Kofu, à 120 kilomètres à l’ouest de Tokyo. Un lundi froid de décembre. Dans le dojo glacé de l’université de Yamanashi, les combats s’enchaînent. Sur les tapis, une centaine de judokas japonais suit le rythme imposé par l’équipe de Takahiro Nishida, le sensei local, véritable maître des lieux.
Pour tous, les rares instructions et conseils de cet ancien champion d’Asie au visage fermé sont paroles d’évangile. Et ce, y compris pour Christa Deguchi, l’ancienne étudiante devenue N°1 mondial, dont le regard empli de gratitude envers son professeur témoigne d’un profond respect.
Pour tous, les rares instructions et conseils de cet ancien champion d’Asie au visage fermé sont paroles d’évangile.
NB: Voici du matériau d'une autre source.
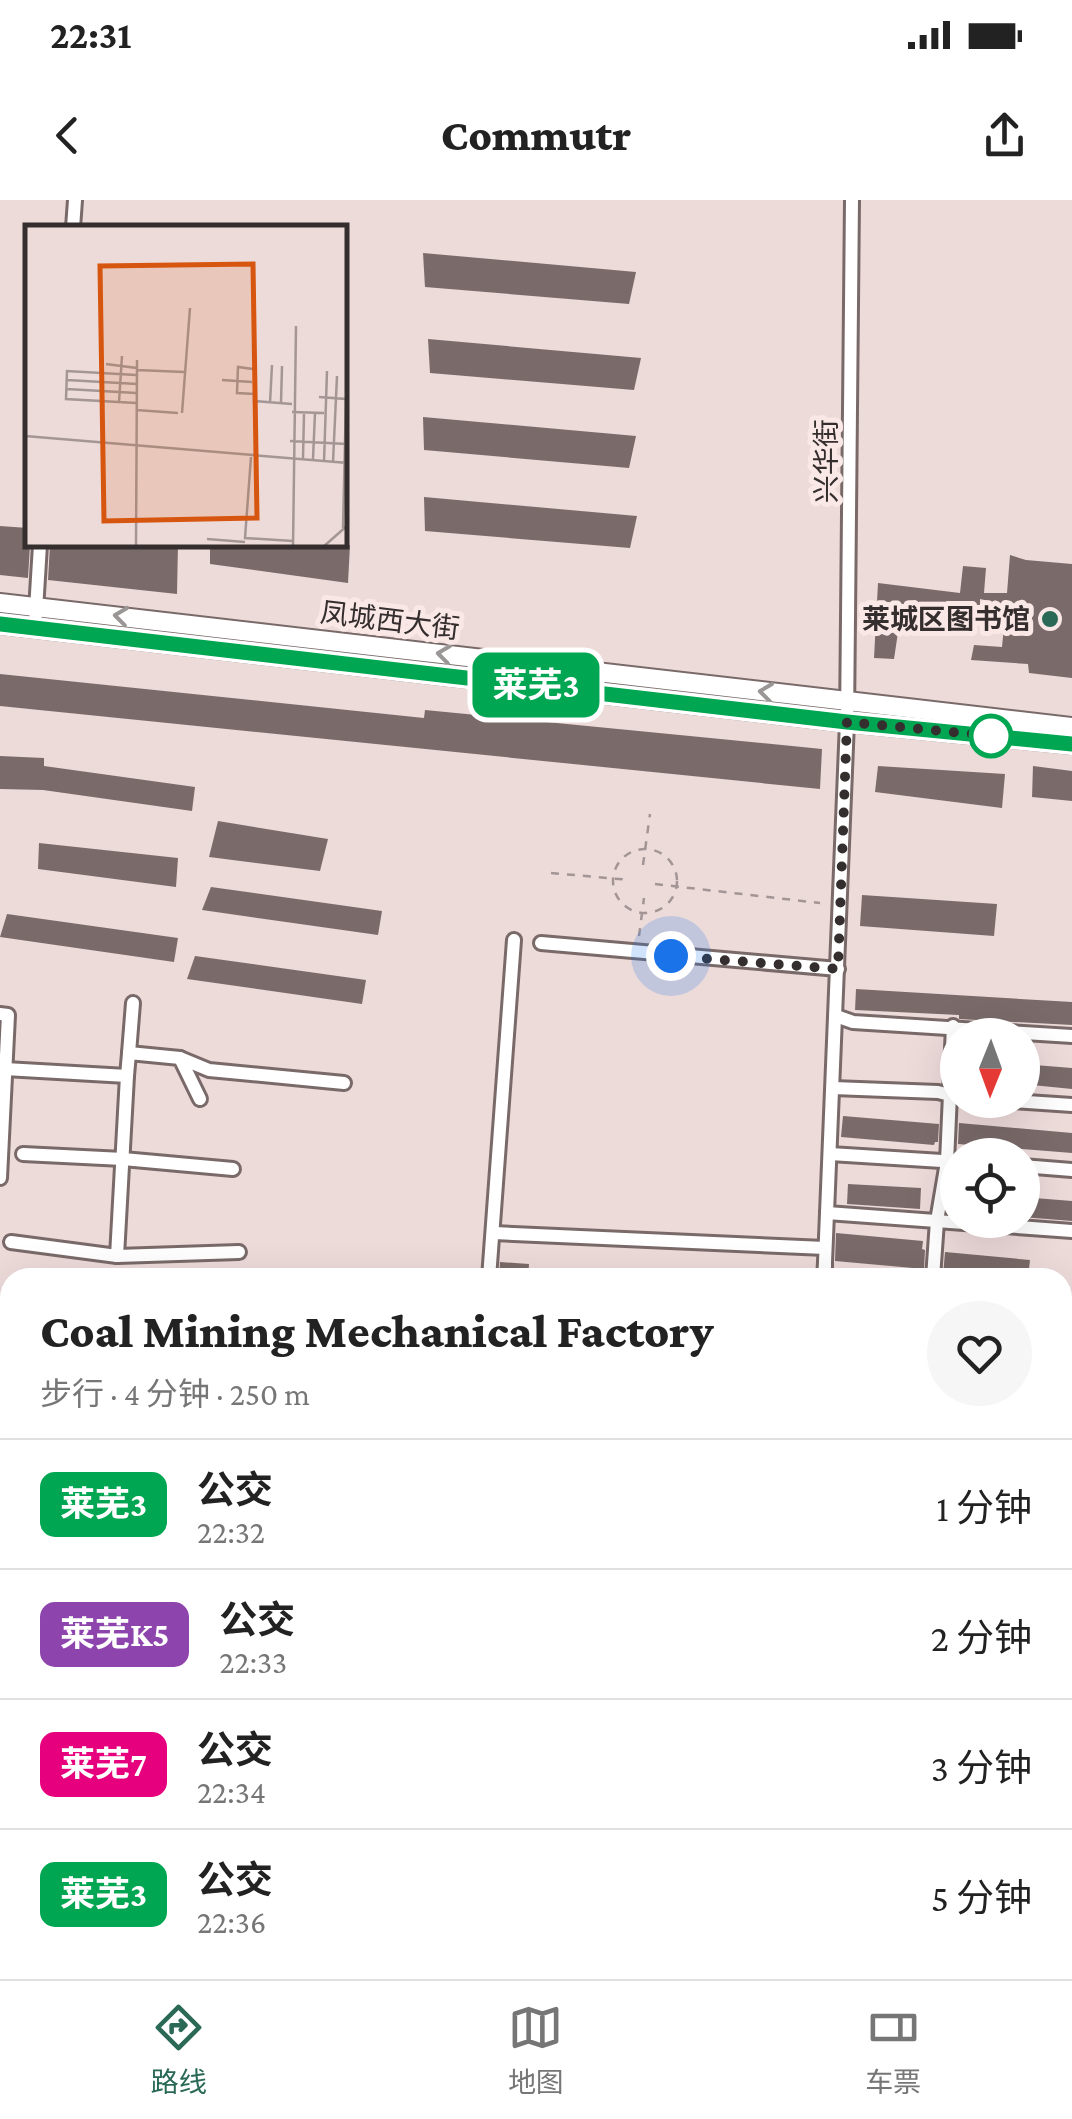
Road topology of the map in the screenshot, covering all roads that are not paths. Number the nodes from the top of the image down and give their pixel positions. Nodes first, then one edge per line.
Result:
1 (75, 200) edge
2 (852, 200) edge
3 (73, 225) edge
4 (40, 548) edge
5 (0, 602) edge
6 (36, 606) junction
7 (0, 624) edge
8 (35, 626) junction
9 (848, 702) junction
10 (847, 722) junction
11 (1072, 726) edge
12 (1072, 744) edge
13 (514, 940) dead end
14 (541, 942) dead end
15 (838, 969) junction
16 (133, 1003) dead end
17 (0, 1014) edge
18 (836, 1016) junction
19 (940, 1026) edge
20 (1040, 1033) edge
21 (1072, 1036) edge
22 (128, 1053) junction
23 (180, 1058) junction
24 (5, 1070) junction
25 (127, 1076) junction
26 (344, 1083) dead end
27 (832, 1088) junction
28 (940, 1093) edge
29 (200, 1099) dead end
30 (1040, 1103) edge
31 (1072, 1106) edge
32 (23, 1154) dead end
33 (830, 1154) junction
34 (123, 1159) junction
35 (940, 1161) edge
36 (1040, 1167) edge
37 (233, 1169) dead end
38 (1072, 1170) edge
39 (0, 1178) edge
40 (940, 1209) edge
41 (827, 1213) junction
42 (937, 1221) junction
43 (1072, 1231) edge
44 (494, 1233) junction
45 (11, 1242) dead end
46 (240, 1252) dead end
47 (825, 1255) junction
48 (117, 1256) junction
49 (489, 1268) edge
50 (824, 1268) edge
51 (934, 1268) edge

1 - 3 street
2 - 9 street, 兴华街
4 - 6 street
5 - 6 main road, 凤城西大街
6 - 8 street
9 -> 6 main road, 凤城西大街
7 - 8 main road, 凤城西大街
8 - 10 main road, 凤城西大街
9 - 10 street, 兴华街
9 - 11 main road, 凤城西大街
10 - 12 main road, 凤城西大街
10 - 15 street, 兴华街
13 - 44 street
14 - 15 street
15 - 18 street, 兴华街
16 - 22 street
17 - 24 street
18 - 19 street
18 - 27 street, 兴华街
20 - 21 street
22 - 23 street
22 - 25 street
23 - 26 street
23 - 29 street
24 - 25 street
24 - 39 street
25 - 34 street
27 - 28 street
27 - 33 street, 兴华街
30 - 31 street
32 - 34 street
33 - 35 street
33 - 41 street, 兴华街
34 - 37 street
34 - 48 street
36 - 38 street
40 - 42 street
41 - 42 street
41 - 47 street, 兴华街
42 - 43 street
42 - 51 street
44 - 47 street
44 - 49 street
45 - 48 street
46 - 48 street
47 - 50 street, 兴华街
Et ce, y compris pour Christa Deguchi, l’ancienne étudiante devenue N°1 mondial, dont le regard empli de gratitude envers son professeur témoigne d’un profond respect.
En observateurs attentifs de la scène, les judokas belges en stage sur place (re)découvrent « le respect à la japonaise ». Soit « cette façon que les athlètes nippons ont d’exprimer à l’extrême leur reconnaissance en se saluant plusieurs fois ou en mettant leur interlocuteur sur un piédestal », comme le résume la médaillée olympique Charline Van Snick, habituée des voyages sur l’île depuis plus de dix ans.
Dans un pays où le judo a d’abord été créé (par Jigoro Kano, à la fin du 19e siècle) pour (ré)éduquer le corps et l’esprit aux valeurs ancestrales de toute une nation, la discipline, par une bonne partie de ces rituels, incarne aujourd’hui encore le mode de fonctionnement de la société nipponne. Une société où la politesse, la modestie et le contrôle de soi – quelques-uns des codes moraux enseignés aux judokas, comme le respect – régissent le quotidien.
« La base ? Le bushido »
Installé à Tokyo depuis 2013, Nicolas Wauters fait partie des 900 Belges qui vivent actuellement sur l’archipel nippon. Et qui doivent constamment s’adapter au mode de vie local.
« J’ai beau arpenter le pays de long en large, comprendre la société japonaise me demande encore pas mal d’efforts, reconnaît ce Bruxellois d’origine devenu guide touristique. En fait, il faut presque être né et avoir été éduqué sur l’île pour saisir toutes les subtilités de leur comportement, comme les saluts répétés. Mais l’idée de base est simple : chacun doit préserver l’harmonie et le bien-être collectif. » Comment ? « En respectant un code de conduite enseigné à tous dès le plus jeune âge et qui trouve ses origines dans le bushido », soit l’ensemble des principes moraux (droiture, courage, bienveillance, politesse, sincérité, honneur et loyauté) que les samouraïs observaient.

« Les Japonais sont très attachés à ces valeurs et ils tentent de les appliquer dans leur quotidien, que ce soit chez eux, dans les magasins, les cafés ou les stations-service, assure encore Nicolas Wauters. Il n’y a donc pas que les judokas ou les karatékas qui respectent le bushido. »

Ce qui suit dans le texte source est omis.